• ONU cobra justiça e transparência em julgamento sobre morte de Marielle no STF

    ONU pede justiça plena e transparência no julgamento dos acusados pela morte de Marielle Franco, analisado pelo STF nesta semana.
    ONU pede justiça plena e transparência no julgamento dos acusados pela morte de Marielle Franco, analisado pelo STF nesta semana.

    A Organização das Nações Unidas (ONU) cobrou equidade, transparência e justiça plena no julgamento dos acusados de serem mandantes do assassinato da vereadora Marielle Franco e do motorista Anderson Gomes. O caso será analisado nesta semana pelo Supremo Tribunal Federal (STF).

    A manifestação foi divulgada nesta segunda-feira (23), em Genebra, e reúne 16 especialistas independentes da ONU, entre relatores especiais e integrantes de grupos de trabalho internacionais.

    Pedido de equidade e reparação

    No comunicado conjunto, os especialistas defenderam que o julgamento seja conduzido com:

    • Equidade
    • Transparência
    • Garantia de reparação às vítimas

    O grupo também destacou que o caso envolve questões relacionadas a racismo sistêmico, discriminação estrutural e violência política no Brasil.

    Segundo a nota, o julgamento representa não apenas uma etapa decisiva para responsabilização criminal, mas também um marco no enfrentamento à impunidade em crimes contra defensores de direitos humanos, mulheres, pessoas afrodescendentes e LGBTIQ+.

    Crime que repercutiu internacionalmente

    Marielle Franco e Anderson Gomes foram mortos a tiros em 14 de março de 2018, no bairro do Estácio, região central do Rio de Janeiro.

    A ONU ressaltou que Marielle atuava como defensora de direitos humanos, com pautas voltadas ao combate ao racismo estrutural, à violência policial e à discriminação. Para os especialistas, a vereadora teria sido alvo de discriminação interseccional envolvendo raça, classe, gênero e orientação sexual.

    O comunicado também aponta que o tempo decorrido até a fase atual do processo — oito anos — é considerado preocupante.

    Julgamento no STF

    O caso será analisado pela Primeira Turma do STF, com sessões previstas para esta terça-feira (24) e quarta-feira (25). O relator é o ministro Alexandre de Moraes.

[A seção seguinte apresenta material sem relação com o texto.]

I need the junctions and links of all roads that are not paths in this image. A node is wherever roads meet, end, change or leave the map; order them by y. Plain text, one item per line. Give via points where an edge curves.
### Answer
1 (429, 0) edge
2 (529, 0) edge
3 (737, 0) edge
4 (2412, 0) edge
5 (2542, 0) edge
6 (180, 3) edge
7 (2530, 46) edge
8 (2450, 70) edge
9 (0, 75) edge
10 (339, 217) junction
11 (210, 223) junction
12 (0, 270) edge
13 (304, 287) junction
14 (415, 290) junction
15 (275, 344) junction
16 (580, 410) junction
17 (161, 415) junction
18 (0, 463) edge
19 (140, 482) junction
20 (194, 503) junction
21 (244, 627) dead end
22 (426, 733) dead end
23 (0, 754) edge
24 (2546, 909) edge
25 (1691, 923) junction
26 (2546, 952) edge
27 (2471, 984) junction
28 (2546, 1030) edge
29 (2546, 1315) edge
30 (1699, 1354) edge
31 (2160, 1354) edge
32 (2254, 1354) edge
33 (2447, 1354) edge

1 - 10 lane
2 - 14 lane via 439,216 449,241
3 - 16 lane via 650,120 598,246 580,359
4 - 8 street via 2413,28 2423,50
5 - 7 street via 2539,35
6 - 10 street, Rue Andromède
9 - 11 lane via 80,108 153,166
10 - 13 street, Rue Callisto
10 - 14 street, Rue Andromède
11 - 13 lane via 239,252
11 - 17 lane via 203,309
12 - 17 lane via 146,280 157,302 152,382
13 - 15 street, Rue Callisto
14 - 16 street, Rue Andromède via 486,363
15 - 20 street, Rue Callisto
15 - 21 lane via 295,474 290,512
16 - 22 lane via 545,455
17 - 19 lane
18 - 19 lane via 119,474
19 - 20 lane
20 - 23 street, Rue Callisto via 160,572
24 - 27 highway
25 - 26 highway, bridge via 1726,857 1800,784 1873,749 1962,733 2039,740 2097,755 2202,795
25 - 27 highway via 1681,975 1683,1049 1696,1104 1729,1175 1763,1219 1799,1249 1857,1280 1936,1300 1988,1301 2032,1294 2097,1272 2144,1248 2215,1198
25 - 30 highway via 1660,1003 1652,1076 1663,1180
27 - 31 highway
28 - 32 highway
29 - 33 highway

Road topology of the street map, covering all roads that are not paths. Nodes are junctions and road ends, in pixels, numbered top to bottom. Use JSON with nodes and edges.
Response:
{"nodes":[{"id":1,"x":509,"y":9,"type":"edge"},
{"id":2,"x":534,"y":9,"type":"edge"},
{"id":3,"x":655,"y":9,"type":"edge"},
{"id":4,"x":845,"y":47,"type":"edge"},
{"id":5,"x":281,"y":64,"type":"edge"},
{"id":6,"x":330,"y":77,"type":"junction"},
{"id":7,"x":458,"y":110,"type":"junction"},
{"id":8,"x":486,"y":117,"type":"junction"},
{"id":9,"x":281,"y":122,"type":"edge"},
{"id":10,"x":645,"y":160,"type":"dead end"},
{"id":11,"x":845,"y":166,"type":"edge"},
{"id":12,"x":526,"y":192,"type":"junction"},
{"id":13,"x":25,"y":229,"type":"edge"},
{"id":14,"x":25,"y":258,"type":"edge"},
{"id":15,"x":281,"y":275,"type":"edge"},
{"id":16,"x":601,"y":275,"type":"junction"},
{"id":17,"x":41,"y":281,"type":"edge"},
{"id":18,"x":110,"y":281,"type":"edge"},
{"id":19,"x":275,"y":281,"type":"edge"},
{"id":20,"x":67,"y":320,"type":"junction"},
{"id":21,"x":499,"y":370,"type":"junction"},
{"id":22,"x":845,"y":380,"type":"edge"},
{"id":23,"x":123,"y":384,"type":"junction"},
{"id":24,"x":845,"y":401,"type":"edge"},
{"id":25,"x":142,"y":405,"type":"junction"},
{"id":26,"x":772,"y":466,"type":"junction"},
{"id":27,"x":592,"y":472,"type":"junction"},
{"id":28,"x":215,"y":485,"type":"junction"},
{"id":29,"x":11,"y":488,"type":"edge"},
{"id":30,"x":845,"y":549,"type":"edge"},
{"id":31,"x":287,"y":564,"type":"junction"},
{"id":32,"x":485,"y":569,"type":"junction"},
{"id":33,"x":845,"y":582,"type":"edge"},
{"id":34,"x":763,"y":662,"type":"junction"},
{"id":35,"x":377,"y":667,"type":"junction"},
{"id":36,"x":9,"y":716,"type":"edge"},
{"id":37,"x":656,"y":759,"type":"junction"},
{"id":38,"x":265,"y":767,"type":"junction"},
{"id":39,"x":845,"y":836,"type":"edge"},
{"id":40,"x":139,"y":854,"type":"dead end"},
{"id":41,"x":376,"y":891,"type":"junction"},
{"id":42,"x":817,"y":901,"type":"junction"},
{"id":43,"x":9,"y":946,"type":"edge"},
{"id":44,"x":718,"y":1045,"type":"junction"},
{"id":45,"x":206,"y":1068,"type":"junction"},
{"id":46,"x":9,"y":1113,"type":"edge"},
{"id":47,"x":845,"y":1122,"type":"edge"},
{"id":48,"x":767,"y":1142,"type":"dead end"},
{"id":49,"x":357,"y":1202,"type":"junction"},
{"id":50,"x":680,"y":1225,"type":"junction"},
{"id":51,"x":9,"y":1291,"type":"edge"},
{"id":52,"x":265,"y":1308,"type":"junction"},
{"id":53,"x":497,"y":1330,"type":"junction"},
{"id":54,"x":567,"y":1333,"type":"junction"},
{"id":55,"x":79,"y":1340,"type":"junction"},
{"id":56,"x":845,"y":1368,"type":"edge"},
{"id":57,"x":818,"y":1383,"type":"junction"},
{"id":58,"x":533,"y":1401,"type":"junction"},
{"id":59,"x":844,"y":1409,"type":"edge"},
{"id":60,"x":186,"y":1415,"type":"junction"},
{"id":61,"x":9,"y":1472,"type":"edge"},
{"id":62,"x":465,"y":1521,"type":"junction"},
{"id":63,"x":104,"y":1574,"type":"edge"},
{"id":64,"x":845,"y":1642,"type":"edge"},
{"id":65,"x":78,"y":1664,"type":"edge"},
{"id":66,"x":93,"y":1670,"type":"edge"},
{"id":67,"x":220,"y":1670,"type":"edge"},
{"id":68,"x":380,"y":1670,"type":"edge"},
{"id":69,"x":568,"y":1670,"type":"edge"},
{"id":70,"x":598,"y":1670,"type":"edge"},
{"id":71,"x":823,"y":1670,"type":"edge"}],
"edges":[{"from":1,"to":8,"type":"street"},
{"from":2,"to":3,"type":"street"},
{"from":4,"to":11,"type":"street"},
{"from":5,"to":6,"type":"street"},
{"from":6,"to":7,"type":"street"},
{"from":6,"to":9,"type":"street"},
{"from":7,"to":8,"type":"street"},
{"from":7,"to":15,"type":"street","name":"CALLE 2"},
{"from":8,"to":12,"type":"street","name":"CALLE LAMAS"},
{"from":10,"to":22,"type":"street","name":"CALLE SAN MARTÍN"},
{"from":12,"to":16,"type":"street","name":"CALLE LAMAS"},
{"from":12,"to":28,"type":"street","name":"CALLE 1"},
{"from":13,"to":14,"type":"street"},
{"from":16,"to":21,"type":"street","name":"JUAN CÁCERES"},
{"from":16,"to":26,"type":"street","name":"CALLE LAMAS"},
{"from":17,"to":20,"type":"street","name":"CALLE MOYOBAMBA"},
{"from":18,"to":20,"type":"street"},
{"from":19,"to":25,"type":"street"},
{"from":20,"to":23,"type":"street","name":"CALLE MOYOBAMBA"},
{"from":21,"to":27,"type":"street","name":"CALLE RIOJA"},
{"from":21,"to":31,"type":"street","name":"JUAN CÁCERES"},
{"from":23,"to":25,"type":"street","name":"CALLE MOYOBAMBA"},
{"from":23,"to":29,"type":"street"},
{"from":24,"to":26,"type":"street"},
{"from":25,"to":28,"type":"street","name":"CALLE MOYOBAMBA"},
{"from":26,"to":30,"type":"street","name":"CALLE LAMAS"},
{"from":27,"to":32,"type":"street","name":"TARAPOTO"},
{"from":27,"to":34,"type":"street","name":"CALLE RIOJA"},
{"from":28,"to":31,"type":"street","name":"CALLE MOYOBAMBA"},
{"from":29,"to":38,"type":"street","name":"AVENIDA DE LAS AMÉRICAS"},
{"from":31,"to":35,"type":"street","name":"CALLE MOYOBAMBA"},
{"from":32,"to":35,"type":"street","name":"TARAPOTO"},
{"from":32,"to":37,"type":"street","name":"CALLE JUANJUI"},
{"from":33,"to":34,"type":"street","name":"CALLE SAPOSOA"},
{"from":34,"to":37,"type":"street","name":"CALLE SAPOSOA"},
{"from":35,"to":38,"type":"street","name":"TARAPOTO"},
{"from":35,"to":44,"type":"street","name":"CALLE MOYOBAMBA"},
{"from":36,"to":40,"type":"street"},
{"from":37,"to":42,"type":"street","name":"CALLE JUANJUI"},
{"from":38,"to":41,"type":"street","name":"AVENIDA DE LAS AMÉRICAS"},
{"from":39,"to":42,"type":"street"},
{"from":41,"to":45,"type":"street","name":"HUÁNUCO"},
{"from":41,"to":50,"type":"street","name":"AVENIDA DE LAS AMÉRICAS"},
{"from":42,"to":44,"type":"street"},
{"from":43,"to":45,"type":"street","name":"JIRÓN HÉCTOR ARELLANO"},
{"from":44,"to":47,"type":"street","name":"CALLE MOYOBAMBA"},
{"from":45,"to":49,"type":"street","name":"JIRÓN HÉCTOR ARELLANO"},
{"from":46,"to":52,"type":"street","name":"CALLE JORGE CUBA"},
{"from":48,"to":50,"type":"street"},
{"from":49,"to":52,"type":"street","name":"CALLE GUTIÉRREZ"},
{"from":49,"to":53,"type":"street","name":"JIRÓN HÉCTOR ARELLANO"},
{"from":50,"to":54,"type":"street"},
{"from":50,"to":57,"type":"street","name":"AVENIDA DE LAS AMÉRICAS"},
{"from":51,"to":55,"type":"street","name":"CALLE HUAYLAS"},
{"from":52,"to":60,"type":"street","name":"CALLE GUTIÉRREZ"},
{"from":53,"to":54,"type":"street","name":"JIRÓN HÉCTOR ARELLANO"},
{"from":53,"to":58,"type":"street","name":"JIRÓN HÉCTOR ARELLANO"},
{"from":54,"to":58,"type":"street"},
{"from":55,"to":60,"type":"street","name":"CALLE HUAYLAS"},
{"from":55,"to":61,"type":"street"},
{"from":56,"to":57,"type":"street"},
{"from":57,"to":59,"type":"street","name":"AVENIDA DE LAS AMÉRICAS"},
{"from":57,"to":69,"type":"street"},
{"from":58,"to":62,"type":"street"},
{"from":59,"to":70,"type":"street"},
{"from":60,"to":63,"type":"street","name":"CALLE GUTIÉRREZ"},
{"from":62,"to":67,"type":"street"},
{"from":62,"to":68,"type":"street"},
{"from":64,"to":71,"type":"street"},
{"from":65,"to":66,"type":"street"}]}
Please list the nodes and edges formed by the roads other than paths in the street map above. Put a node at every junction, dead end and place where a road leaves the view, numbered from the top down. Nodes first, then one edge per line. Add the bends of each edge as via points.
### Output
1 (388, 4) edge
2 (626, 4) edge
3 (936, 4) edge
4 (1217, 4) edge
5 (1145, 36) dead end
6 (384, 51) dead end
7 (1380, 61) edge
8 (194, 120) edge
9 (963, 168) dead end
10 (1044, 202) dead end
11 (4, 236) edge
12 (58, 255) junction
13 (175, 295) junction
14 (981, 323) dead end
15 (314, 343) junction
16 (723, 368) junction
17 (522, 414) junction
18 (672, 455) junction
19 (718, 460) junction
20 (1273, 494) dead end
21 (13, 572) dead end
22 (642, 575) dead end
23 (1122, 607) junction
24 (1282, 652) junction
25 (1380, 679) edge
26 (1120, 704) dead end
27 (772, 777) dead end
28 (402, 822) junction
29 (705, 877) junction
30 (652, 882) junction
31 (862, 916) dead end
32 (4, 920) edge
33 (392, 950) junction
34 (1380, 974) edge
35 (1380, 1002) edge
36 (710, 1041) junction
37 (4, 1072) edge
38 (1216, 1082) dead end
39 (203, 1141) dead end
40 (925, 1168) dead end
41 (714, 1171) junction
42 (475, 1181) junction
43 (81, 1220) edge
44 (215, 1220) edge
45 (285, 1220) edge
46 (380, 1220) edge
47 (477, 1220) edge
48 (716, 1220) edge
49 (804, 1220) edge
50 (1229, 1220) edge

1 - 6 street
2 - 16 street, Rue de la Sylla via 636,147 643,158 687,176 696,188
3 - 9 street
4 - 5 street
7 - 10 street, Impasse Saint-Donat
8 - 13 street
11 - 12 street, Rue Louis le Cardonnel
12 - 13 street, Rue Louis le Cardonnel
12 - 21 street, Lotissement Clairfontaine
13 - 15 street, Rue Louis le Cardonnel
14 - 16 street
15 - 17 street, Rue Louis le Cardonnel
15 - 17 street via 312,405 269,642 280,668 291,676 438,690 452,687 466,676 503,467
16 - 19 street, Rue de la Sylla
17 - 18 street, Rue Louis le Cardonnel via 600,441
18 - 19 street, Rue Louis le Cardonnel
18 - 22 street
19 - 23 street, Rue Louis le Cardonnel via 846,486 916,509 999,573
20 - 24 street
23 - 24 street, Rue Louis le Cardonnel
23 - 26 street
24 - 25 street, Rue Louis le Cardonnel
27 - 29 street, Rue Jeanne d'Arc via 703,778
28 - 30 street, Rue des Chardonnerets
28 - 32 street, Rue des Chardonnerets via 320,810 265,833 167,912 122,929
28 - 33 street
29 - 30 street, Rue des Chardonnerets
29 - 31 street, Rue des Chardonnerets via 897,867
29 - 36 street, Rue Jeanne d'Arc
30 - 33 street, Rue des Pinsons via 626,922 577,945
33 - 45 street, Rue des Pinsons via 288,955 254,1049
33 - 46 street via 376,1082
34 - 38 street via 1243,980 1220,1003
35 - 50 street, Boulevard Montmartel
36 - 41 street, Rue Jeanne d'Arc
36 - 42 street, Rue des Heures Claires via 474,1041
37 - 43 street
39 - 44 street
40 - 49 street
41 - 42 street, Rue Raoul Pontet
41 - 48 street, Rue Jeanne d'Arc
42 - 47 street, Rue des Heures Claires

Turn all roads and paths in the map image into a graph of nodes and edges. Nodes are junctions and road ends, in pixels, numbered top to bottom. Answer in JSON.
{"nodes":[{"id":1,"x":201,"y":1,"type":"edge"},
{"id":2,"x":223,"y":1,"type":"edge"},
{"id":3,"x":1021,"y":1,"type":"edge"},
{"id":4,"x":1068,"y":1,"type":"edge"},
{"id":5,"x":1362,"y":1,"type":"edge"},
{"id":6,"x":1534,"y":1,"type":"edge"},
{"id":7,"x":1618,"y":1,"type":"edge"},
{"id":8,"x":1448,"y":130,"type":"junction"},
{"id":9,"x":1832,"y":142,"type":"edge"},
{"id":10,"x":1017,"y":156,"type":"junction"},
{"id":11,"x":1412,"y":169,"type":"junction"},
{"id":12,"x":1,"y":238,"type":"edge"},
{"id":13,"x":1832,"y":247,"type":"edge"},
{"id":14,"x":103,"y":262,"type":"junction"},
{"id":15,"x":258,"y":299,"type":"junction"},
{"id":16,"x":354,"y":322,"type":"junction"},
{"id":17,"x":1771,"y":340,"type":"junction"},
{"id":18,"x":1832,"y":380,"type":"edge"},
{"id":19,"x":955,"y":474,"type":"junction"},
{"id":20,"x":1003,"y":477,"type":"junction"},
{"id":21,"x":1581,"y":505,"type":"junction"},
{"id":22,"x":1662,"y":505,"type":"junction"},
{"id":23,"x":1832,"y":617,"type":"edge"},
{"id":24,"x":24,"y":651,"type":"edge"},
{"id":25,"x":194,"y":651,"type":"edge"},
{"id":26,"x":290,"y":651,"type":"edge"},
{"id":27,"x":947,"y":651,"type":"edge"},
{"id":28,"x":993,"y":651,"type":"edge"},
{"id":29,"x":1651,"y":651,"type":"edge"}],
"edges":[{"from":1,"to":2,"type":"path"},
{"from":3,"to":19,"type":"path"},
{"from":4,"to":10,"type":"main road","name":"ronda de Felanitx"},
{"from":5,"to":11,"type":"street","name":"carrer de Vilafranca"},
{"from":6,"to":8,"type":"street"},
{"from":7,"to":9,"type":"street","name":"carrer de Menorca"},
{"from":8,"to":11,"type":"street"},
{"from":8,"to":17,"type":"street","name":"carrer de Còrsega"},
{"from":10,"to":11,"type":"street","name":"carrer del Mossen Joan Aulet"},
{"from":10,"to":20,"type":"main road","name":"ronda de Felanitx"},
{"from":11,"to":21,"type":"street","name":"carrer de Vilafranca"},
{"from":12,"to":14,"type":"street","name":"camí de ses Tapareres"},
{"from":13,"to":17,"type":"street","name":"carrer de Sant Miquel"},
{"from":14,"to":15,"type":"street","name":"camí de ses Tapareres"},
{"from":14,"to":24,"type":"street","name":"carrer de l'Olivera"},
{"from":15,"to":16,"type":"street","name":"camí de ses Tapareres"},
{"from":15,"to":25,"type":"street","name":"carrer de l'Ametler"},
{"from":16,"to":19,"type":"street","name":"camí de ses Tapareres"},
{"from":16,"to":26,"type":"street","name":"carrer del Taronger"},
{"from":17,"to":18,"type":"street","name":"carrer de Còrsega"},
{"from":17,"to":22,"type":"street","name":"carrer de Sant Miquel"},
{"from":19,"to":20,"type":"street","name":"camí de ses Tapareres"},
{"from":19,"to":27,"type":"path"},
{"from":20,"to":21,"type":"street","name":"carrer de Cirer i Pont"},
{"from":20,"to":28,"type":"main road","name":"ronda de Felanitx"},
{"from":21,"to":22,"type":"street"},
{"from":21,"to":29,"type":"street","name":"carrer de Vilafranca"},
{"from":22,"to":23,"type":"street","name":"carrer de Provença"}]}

    Respondem ao processo:

    • Domingos Brazão
    • Chiquinho Brazão
    • Rivaldo Barbosa
    • Ronald Paulo de Alves
    • Robson Calixto Fonseca

    Embora crimes dolosos contra a vida sejam, em regra, julgados pelo Tribunal do Júri, o processo permaneceu no STF porque um dos acusados exercia mandato parlamentar à época dos fatos.

    Avanços e desafios

    Em 2024, a ONU já havia se manifestado positivamente sobre a condenação dos executores do crime, mas reforçou que a responsabilização dos mandantes é etapa essencial para a conclusão do caso.

    As investigações da Polícia Federal apontam que o assassinato estaria relacionado à atuação política de Marielle em temas ligados a disputas fundiárias e áreas sob influência de milícias no Rio de Janeiro.